§ **Entries shown**:
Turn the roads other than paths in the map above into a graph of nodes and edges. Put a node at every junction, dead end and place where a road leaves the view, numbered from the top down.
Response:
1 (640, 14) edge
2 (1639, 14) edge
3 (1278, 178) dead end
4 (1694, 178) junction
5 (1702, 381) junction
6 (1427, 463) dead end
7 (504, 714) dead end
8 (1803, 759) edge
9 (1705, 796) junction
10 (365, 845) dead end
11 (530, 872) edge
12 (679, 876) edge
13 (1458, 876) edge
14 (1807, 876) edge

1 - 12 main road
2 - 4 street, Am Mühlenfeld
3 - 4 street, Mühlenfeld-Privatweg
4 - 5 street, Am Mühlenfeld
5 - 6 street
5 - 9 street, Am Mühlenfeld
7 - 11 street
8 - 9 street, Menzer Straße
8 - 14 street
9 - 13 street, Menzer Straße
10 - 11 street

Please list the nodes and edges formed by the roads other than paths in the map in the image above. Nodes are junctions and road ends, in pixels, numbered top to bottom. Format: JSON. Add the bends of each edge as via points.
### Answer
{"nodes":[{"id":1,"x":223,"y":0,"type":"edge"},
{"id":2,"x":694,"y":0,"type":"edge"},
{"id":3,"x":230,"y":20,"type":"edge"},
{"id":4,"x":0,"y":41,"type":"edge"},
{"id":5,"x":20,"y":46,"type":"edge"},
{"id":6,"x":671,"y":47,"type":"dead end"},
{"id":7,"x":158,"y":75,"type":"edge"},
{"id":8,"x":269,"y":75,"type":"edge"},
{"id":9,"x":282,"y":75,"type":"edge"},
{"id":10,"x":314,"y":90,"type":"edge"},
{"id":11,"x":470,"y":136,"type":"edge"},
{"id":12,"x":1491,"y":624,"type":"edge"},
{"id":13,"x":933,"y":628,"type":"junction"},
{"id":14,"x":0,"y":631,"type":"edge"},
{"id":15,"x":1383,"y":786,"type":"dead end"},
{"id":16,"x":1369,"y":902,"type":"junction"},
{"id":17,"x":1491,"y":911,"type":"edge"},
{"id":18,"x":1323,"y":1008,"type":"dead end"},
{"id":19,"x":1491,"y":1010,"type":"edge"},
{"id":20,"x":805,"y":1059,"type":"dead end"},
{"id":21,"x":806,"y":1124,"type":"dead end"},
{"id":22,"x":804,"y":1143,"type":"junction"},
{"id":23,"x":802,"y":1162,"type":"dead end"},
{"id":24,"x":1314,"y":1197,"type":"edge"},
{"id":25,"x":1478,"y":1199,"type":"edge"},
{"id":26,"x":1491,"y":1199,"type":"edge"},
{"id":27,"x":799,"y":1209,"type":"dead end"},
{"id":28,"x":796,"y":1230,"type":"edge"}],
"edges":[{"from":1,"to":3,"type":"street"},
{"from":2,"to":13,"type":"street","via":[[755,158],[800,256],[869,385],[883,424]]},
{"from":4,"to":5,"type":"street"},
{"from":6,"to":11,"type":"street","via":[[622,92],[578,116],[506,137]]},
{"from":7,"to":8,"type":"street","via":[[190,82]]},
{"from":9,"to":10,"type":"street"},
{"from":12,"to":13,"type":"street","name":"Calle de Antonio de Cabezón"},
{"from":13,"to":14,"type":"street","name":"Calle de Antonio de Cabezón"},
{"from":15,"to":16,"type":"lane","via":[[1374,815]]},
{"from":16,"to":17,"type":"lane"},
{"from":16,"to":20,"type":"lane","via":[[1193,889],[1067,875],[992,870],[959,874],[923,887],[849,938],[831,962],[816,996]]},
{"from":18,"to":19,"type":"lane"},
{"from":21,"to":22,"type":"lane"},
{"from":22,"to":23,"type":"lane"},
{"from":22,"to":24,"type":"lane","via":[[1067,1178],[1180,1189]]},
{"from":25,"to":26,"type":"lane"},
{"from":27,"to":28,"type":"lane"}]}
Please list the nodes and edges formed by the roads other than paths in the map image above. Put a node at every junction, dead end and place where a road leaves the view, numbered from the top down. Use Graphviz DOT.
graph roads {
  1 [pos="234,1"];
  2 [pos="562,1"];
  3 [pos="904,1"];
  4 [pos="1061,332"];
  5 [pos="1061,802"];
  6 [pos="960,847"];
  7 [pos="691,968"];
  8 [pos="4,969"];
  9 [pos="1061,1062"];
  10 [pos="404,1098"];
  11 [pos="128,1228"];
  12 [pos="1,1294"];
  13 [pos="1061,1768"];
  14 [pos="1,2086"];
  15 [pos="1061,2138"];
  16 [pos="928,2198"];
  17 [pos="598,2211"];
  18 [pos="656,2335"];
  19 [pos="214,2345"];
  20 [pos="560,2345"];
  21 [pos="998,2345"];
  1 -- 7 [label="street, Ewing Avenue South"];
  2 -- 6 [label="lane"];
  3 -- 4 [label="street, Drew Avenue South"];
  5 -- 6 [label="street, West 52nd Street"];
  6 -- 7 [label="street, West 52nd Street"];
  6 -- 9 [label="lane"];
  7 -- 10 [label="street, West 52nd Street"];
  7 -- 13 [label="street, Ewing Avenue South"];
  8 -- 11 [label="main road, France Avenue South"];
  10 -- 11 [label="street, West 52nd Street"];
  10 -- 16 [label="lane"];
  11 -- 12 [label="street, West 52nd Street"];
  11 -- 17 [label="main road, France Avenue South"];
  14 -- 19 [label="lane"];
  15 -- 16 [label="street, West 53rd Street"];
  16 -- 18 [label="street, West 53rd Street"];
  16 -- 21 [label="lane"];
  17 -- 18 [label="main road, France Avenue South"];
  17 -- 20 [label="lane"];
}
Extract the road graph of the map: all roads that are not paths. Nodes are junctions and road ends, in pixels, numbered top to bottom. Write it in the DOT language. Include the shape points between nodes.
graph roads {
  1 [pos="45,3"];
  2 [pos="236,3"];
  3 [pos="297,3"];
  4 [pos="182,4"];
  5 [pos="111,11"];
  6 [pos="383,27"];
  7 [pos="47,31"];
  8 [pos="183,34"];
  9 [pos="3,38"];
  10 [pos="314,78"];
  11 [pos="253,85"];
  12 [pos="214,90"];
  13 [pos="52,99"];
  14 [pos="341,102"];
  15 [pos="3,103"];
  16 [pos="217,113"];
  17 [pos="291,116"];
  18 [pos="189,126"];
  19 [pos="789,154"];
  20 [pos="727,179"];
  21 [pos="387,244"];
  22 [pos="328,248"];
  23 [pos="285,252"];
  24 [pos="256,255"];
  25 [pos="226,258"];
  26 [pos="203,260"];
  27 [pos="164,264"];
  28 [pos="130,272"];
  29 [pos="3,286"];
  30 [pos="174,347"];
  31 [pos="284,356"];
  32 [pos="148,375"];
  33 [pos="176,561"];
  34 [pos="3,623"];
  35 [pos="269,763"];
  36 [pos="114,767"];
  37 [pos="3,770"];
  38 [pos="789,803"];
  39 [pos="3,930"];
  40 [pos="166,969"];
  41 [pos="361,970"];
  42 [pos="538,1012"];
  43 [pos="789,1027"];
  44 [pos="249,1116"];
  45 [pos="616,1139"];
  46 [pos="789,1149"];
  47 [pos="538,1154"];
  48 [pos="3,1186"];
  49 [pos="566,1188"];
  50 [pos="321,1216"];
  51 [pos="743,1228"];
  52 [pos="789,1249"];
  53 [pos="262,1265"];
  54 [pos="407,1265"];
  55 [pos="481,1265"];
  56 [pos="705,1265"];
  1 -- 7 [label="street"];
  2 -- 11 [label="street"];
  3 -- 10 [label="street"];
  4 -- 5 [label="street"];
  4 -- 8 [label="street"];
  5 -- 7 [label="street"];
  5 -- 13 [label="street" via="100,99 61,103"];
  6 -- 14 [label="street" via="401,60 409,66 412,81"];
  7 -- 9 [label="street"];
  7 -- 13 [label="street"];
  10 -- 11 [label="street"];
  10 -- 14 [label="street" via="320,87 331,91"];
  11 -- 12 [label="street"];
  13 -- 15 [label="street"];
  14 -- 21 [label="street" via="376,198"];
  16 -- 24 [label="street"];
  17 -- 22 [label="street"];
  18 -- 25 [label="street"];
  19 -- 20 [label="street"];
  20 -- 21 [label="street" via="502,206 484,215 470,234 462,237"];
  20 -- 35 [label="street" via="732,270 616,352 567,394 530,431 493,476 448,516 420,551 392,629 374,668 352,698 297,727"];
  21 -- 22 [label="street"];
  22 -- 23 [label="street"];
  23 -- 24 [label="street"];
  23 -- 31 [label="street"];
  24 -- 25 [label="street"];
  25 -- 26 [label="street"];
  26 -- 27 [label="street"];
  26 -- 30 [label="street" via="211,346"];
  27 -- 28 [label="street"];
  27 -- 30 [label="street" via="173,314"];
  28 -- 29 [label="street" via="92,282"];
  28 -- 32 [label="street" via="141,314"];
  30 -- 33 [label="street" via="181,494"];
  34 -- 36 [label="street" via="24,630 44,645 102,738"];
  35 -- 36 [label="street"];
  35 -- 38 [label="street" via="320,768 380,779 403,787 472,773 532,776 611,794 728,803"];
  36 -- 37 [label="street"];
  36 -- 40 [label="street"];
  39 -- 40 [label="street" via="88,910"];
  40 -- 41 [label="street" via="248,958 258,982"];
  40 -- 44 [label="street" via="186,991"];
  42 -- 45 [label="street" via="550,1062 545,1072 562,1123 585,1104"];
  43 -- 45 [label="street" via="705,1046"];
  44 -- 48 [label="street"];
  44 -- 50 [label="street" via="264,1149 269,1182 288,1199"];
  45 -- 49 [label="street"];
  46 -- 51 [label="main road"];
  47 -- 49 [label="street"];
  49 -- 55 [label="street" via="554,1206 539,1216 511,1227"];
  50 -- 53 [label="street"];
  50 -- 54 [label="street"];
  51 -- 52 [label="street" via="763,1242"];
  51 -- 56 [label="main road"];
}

§ **Your goal**: Please give, as a bare number, how many lines in the listing above include the word "nodes".

§ **Problem solution**: 5